Let $m\in \mathbb{N}^*$ be a fixed number, and set $$S_m:=\{y\in \mathbb{C}^m; \|y\|=1\}$$
Consider the $\ell^2$ complex Hilbert space. I want to show that $S_m\times \ell^2$ cannot be homeomorphic to $$ S(0,1)=\left\{ x=(x_n)_n\subset \ell^2\ :\ \sum_{n=1}^\infty |x_n|^2=1\right\}.$$
To provide the carrying out of deyore's comment:
As a map $S(0,1)\to S(0,1)$ the left shift $$\sum_k x_k e_k\mapsto \sum_k x_k e_k$$ is homotopic to identity. If you compose this homotopy with: $$h_t\left(\sum_kx_k e_{k+1}\right)= \sqrt{t}\, e_1+\sqrt{1-t}\sum_k x_k e_{k+1}$$ you will contract to the point $e_1$.
The problem is to show this left shift is homotopic to identity, here you need to see that for all $t$ the map $(1-t)\Bbb1 +tL$ has zero kernel, where $L$ is the left shift. Then the map $x\mapsto \frac{(1-t)x+t Lx}{\|(1-t)x+tLx\|}$ is a homotopy on $S(0,1)$ between the identity and left shift.
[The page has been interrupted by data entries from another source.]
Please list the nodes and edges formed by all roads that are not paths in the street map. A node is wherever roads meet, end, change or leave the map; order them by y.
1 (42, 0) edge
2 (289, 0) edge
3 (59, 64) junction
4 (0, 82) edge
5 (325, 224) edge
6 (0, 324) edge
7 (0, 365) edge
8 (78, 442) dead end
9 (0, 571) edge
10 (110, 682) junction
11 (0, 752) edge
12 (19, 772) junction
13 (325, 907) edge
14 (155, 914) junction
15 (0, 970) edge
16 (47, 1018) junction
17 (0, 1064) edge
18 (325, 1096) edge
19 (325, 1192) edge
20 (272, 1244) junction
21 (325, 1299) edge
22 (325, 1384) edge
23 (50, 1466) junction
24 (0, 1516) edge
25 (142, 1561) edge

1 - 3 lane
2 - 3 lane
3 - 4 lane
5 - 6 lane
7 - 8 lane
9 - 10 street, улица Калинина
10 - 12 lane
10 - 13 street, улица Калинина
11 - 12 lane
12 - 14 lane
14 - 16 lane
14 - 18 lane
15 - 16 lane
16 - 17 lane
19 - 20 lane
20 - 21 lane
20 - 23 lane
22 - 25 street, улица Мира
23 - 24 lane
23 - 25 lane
Specifically suppose you have a $t$ and an $\sum_k x_ke_k\in \ell^2$ so that
$$[(1-t)\Bbb1+tL]\sum_k x_k e_k =0= \sum_k [(1-t)x_k+tx_{k-1}]e_k$$ Where we define $x_{-1}=0$. Assume $t\neq1$, then the $k=0$ part implies $x_0=0$, plug this into $k=1$ to retrieve $x_1=0$ and so on. Thus the kernel of this map is $0$.